Steps for creating training and testing sets:

  1. Import the data. Use df = decompress_pickle(<path>.pbz2) for importing.

  2. Call the function train_test_split_ts.

    The function takes two arguments: The first one is the data (type: DataFrame). The second is the size of the training set (type: float). The size of the training set must be greater than 0 and smaller than 1.

    The function returns the sets for X_train, Y_train, X_test and Y_test. X_train and X_test including all columns except for the target column. Y_train and Y_test only include the target column (field to predict). X_train and Y_train are used for training including determining the samples for cross validation. X_test and Y_test are only used for the (final) testing. The files are exported to: './data/partitioned/'.

Steps for creating training and testing sets for cross validation (if GridSearchCV is not used):

  1. Import the date: X_train, Y_train. Use df = decompress_pickle(<path>.pbz2) for importing.

  2. Call the function get_sample_for_cv.

    The function takes six arguments. Two arguments are optional (refer to the steps for creating a horizontal bar diagram to visualize the train-test-splits).

    • n_splits: This determines the number of splits that will be used for cross-validation. It must be an integer and greater than 1.
    • fold: This determines the current fold (subsample) of the train and test set for cross validation. It must be an integer and greater than 0 and not greater than the number of splits.
    • X_train and Y_train: Data used for training including determining the samples for cross validation. X_train includes all columns except for the target column. Y_train only includes the target column (field to predict).

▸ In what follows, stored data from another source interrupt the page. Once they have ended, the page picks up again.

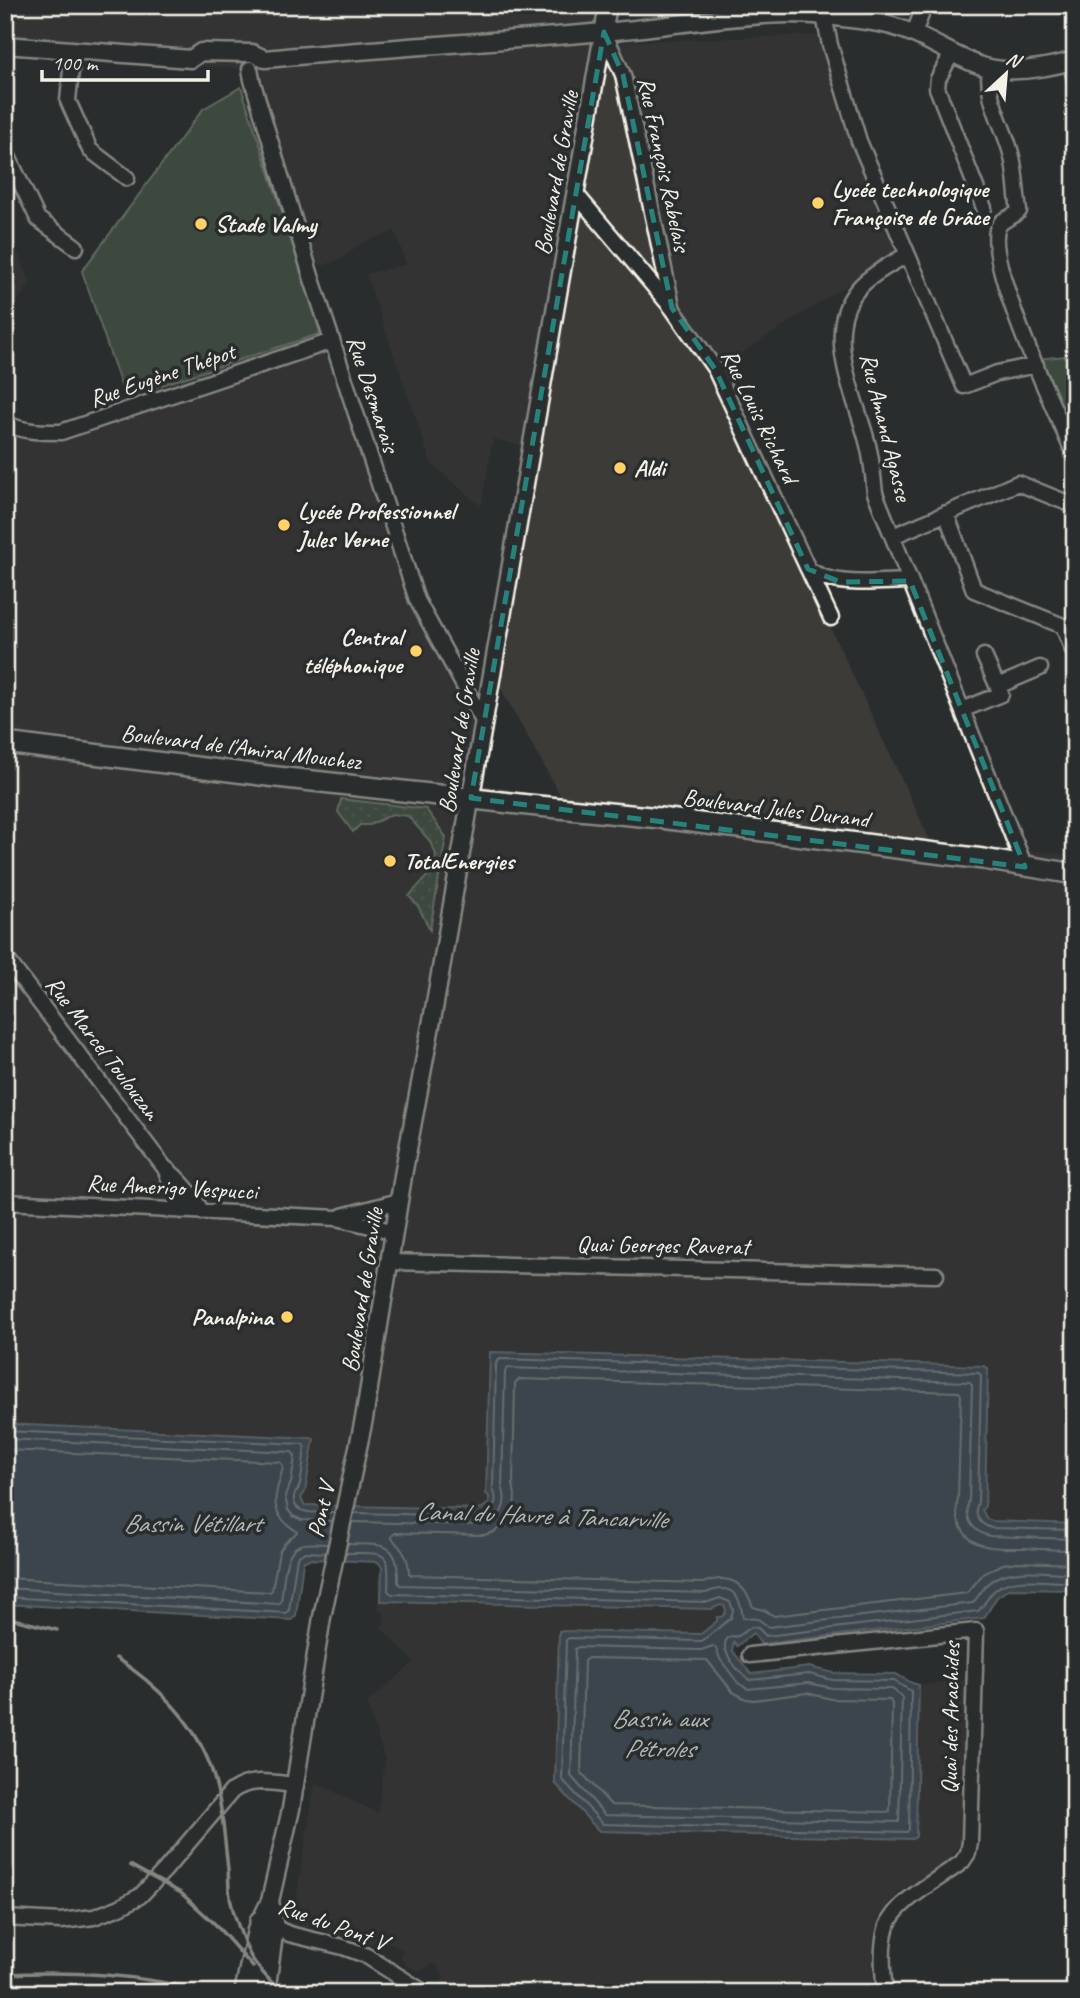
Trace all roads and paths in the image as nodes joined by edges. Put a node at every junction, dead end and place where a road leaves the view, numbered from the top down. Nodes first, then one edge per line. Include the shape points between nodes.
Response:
1 (608, 5) edge
2 (918, 5) edge
3 (824, 16) junction
4 (604, 32) junction
5 (914, 33) junction
6 (5, 45) edge
7 (72, 50) junction
8 (952, 53) junction
9 (1072, 60) edge
10 (990, 68) junction
11 (250, 69) dead end
12 (1075, 80) edge
13 (5, 150) edge
14 (127, 178) dead end
15 (576, 194) junction
16 (984, 208) dead end
17 (76, 247) dead end
18 (907, 255) junction
19 (672, 308) junction
20 (332, 341) junction
21 (1036, 365) junction
22 (5, 423) edge
23 (1075, 456) edge
24 (1075, 506) edge
25 (946, 513) junction
26 (892, 536) junction
27 (808, 569) junction
28 (910, 581) junction
29 (831, 618) dead end
30 (1075, 655) edge
31 (984, 656) dead end
32 (1040, 668) dead end
33 (998, 686) junction
34 (962, 710) junction
35 (483, 721) junction
36 (5, 743) edge
37 (471, 798) junction
38 (1025, 867) junction
39 (1075, 873) edge
40 (5, 957) edge
41 (164, 1167) junction
42 (399, 1201) junction
43 (5, 1202) edge
44 (181, 1211) junction
45 (202, 1212) junction
46 (337, 1217) junction
47 (394, 1233) junction
48 (389, 1262) junction
49 (936, 1275) dead end
50 (355, 1465) joint
51 (750, 1655) dead end
52 (295, 1785) junction
53 (5, 1918) edge
54 (268, 1924) junction
55 (243, 1993) edge
56 (254, 1993) edge
57 (266, 1993) edge
58 (425, 1993) edge
59 (885, 1993) edge

1 - 4 street, Boulevard de Graville
2 - 5 street via 921,15
3 - 4 street via 739,16
3 - 5 street via 893,25
3 - 18 street via 859,141
4 - 7 street via 269,59 252,53 201,52 191,59
4 - 15 street, Boulevard de Graville
4 - 19 street, Rue François Rabelais via 623,75
5 - 8 street
6 - 7 street
7 - 14 street via 68,101 90,150
8 - 10 street
8 - 16 street via 937,88
9 - 10 street via 1028,69
9 - 12 street
10 - 21 street via 989,87 1012,156 1019,211 998,226 1000,271
11 - 20 street, Rue Desmarais
13 - 17 street via 38,219
15 - 19 street, Rue Louis Richard
15 - 35 street, Boulevard de Graville
18 - 21 street via 964,386
18 - 26 street, Rue Amand Agasse via 858,288 842,336 846,373 869,446 875,493
19 - 27 street, Rue Louis Richard via 715,369
20 - 22 street, Rue Eugène Thépot via 61,432 16,429
20 - 35 street, Rue Desmarais via 417,600
21 - 23 street
24 - 25 street via 1018,483
25 - 26 street
25 - 30 street via 974,590 1063,626
26 - 28 street, Rue Amand Agasse
27 - 28 street via 840,582
27 - 29 street, Rue Louis Richard
28 - 34 street, Rue Amand Agasse
31 - 33 street
32 - 33 street
33 - 34 street via 1002,694
34 - 38 street, Rue Amand Agasse
35 - 37 street, Boulevard de Graville
36 - 37 main road, Boulevard de l'Amiral Mouchez
37 - 38 main road, Boulevard Jules Durand via 660,818
37 - 42 street, Boulevard de Graville
38 - 39 main road, Boulevard Jules Durand
40 - 41 street, Rue Marcel Toulouzan
41 - 44 street, Rue Marcel Toulouzan
41 - 45 street, Rue Marcel Toulouzan via 190,1191
42 - 46 street, Rue Amerigo Vespucci
42 - 47 street, Boulevard de Graville
43 - 44 street, Rue Amerigo Vespucci
44 - 45 street, Rue Amerigo Vespucci
45 - 46 street, Rue Amerigo Vespucci
46 - 47 street, Rue Amerigo Vespucci
47 - 48 street, Boulevard de Graville
48 - 49 street, Quai Georges Raverat
48 - 50 street, Boulevard de Graville
50 - 52 street, Pont V via 332,1565
51 - 59 street, Quai des Arachides via 976,1632 971,1842 962,1862 905,1901 887,1926
52 - 53 street via 241,1784 140,1896 121,1907 94,1917 61,1921
52 - 54 street
54 - 55 street via 256,1930
54 - 56 main road
54 - 57 street
54 - 58 street, Rue du Pont V via 365,1955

    The function returns the sets for X_train_current and Y_train_current as the current fold/sub-sample. Additionally it returns X_test_cv_current and Y_test_cv_current for cross-validation.

Steps for creating a horizontal bar diagram to visualize the train-test-splits:

The function get_sample_for_cv can create a horizontal bar diagram for the visualization of the the train-test-splits. The function only creates the bar diagram if X_test is added as a parameter and if the parameter vis == True.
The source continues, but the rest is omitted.